During the past twenty-five years, I have had the privilege of working with hundreds of athletes from over thirty different sports, ranging from scholastic to collegiate, Olympic to professional. Many had already achieved success at the elite level, others were aspiring to greatness. Some would ultimately make it; others would not. What they all had in common was a strong drive and commitment to succeed. Most already had mastered many of the technical skills of their sport and were at the top of their game with respect to strength and conditioning. What they knew they needed was improvement in their mental skills. At the highest level of most sports there is an equality of many of the factors that constitute success. Those who achieve the highest levels have survived many sequential screenings that have filtered those less suited. So the elite athletes in most sports share a common physiology, most suited to their sport, as well as the best of equipment, coaching, strength, conditioning, and nutrition. What then remains to make the difference between success and failure on a given day is often their mental skills.

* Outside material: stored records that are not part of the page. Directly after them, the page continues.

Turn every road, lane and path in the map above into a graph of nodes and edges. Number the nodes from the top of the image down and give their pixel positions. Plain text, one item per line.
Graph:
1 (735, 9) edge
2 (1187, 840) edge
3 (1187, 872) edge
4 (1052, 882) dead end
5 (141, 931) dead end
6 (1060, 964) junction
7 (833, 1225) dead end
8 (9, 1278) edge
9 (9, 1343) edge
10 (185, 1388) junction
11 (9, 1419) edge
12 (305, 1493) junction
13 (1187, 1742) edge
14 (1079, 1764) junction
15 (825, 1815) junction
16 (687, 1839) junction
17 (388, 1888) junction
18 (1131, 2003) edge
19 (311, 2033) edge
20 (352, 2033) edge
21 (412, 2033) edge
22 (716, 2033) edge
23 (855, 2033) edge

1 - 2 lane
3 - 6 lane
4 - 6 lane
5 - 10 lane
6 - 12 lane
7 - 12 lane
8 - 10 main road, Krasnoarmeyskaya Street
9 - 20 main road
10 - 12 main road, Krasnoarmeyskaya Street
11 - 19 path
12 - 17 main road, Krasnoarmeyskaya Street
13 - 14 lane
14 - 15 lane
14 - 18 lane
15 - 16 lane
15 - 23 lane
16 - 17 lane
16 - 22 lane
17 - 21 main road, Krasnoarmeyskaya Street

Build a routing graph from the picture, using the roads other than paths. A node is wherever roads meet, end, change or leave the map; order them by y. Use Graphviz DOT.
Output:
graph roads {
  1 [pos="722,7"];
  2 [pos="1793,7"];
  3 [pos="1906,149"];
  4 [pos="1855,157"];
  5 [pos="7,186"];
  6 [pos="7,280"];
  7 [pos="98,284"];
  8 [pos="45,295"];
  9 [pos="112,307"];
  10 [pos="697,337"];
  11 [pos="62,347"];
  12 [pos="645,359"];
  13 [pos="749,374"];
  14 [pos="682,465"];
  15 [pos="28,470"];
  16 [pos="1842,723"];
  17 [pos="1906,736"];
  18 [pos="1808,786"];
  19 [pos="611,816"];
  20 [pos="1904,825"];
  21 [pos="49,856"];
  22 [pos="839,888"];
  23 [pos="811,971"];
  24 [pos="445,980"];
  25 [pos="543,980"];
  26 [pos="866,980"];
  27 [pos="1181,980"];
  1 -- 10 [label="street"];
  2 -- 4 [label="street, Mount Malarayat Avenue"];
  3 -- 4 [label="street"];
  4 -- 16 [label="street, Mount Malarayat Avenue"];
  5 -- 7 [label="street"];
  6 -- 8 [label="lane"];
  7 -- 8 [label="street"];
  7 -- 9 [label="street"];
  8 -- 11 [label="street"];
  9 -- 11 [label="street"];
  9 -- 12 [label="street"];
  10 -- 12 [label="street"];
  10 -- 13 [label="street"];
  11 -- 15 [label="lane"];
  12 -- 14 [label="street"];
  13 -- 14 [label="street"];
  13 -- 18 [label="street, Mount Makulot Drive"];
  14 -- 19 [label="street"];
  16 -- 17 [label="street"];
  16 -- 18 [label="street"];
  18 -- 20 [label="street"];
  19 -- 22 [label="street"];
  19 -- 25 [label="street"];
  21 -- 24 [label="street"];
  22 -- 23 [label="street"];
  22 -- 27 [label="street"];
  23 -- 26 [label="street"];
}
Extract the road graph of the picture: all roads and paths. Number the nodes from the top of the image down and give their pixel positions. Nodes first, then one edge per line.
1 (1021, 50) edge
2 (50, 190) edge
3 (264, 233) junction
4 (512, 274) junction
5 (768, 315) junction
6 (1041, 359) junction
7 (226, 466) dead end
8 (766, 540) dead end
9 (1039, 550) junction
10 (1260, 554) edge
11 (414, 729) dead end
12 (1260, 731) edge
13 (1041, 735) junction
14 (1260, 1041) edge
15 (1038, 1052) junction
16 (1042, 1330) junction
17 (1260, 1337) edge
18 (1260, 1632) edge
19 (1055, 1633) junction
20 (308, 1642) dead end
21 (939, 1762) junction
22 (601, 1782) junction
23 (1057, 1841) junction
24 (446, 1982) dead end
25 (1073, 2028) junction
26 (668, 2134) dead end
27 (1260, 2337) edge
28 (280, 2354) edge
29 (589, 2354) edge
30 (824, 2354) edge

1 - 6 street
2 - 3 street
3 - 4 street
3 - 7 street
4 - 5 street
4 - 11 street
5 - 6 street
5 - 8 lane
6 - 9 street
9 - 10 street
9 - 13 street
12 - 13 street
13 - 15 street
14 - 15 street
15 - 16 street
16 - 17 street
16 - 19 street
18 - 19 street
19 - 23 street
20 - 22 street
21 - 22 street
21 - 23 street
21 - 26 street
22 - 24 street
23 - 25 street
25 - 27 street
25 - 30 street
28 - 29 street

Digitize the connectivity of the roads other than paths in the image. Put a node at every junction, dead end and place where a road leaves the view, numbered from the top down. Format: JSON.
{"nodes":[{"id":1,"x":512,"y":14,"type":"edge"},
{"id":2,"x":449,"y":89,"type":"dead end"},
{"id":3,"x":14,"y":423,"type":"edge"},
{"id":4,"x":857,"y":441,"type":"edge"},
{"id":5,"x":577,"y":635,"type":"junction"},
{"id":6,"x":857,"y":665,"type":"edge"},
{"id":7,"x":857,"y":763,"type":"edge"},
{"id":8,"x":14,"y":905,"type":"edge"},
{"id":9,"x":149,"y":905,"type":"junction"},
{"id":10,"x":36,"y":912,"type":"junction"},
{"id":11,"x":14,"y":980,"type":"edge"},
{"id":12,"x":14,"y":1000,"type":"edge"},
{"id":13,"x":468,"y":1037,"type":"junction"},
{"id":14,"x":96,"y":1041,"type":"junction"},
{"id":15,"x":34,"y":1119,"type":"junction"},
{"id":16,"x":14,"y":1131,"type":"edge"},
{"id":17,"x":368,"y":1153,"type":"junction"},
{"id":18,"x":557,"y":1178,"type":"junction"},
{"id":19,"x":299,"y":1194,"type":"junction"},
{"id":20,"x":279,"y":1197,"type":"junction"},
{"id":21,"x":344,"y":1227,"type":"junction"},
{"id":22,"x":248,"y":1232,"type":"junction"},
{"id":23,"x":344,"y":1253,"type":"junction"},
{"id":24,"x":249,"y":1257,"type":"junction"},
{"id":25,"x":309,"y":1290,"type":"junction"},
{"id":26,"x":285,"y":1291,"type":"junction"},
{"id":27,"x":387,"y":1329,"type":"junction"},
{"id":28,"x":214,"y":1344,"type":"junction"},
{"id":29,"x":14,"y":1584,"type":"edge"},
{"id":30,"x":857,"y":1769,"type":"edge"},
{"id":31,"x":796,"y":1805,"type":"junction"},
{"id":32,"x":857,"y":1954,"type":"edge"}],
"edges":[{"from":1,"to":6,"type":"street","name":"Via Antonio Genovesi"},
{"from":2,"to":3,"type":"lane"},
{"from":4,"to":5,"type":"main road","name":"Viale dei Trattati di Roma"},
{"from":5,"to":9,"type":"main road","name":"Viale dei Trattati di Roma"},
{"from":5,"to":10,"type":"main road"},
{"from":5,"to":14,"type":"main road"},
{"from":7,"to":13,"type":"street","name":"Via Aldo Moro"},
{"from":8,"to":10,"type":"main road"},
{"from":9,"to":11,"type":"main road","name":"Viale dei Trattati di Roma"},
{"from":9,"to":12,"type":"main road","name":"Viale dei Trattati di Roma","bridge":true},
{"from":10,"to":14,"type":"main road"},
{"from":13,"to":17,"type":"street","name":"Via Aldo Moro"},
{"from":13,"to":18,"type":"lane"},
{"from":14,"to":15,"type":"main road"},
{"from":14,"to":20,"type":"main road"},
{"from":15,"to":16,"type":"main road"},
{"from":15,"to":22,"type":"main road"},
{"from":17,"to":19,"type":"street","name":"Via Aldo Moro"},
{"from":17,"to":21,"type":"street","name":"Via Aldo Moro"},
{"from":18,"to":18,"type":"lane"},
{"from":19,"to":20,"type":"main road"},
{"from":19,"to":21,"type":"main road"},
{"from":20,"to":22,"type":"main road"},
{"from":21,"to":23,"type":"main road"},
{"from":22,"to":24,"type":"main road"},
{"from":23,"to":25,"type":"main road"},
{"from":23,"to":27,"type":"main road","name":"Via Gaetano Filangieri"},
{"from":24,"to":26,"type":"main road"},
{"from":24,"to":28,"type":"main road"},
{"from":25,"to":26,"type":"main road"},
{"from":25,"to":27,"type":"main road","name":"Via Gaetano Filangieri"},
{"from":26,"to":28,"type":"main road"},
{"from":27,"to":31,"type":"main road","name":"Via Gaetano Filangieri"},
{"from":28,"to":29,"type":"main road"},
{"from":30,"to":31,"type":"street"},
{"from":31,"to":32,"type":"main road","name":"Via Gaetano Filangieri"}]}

As with technical and strategic skills, mental skills must be cultivated over time through awareness, self-assessment, instruction when necessary, and deliberate practice. In fact, there is no short cut. Often athletes and coaches have a fairly good intuitive understanding of some of the mental skills, but their understanding is sometimes inaccurate and, more often, incomplete. Many mistake mental skills for “mental toughness” which implies the age-old, “no pain no gain”, “never quit” mentality or the simplistic admonition, “always be positive”. Although these may be part of the picture, they are only a small part and not are acquired through the simple inspirational slogans that often are inscribed on the walls of locker rooms.
Several years ago I decided to address the important questions of “What are the mental skills necessary for success in sports?” “How can I most effectively assess an athlete’s mental strengths and weaknesses?” After reflecting on my own sport psychology work, reviewing the work of colleagues, and lengthy discussions with others, the final product is a model or framework that I call the “Nine Mental Skills of Successful Athletes” (9MSSA). Although the model is my own way of integrating and summarizing mental skills, the content is not mine, nor unique, but I believe fairly summarizes the current state of the art/science of sport psychology performance enhancement. Since devising the model, I have presented it to my sport psychology colleagues at national and international conferences and have received positive feedback. Many of my colleagues, both in the U.S., and abroad, have adopted it, and have made it part of their own set of tools. In my own practice I have now used the model with several hundred clients who report that it is easy to understand and useful to them in assessing and improving their mental skills. Before looking at the particular mental skills of the successful athlete, let’s take a moment and consider the question of “What is a successful athlete?” In my own opinion, you don’t have to be a professional athlete or an Olympic champion to be a successful athlete. Nor do you have to have a room full of trophies, win a state championship, or make the front page of the sports section. Successful athletes that I’ve worked with include an eleven year-old figure skater who has not yet won a competition, a high school golfer with a zero handicap, a middle-aged runner whose goal is to complete her first marathon, a weight lifter who holds several world records, and an Olympic medalist.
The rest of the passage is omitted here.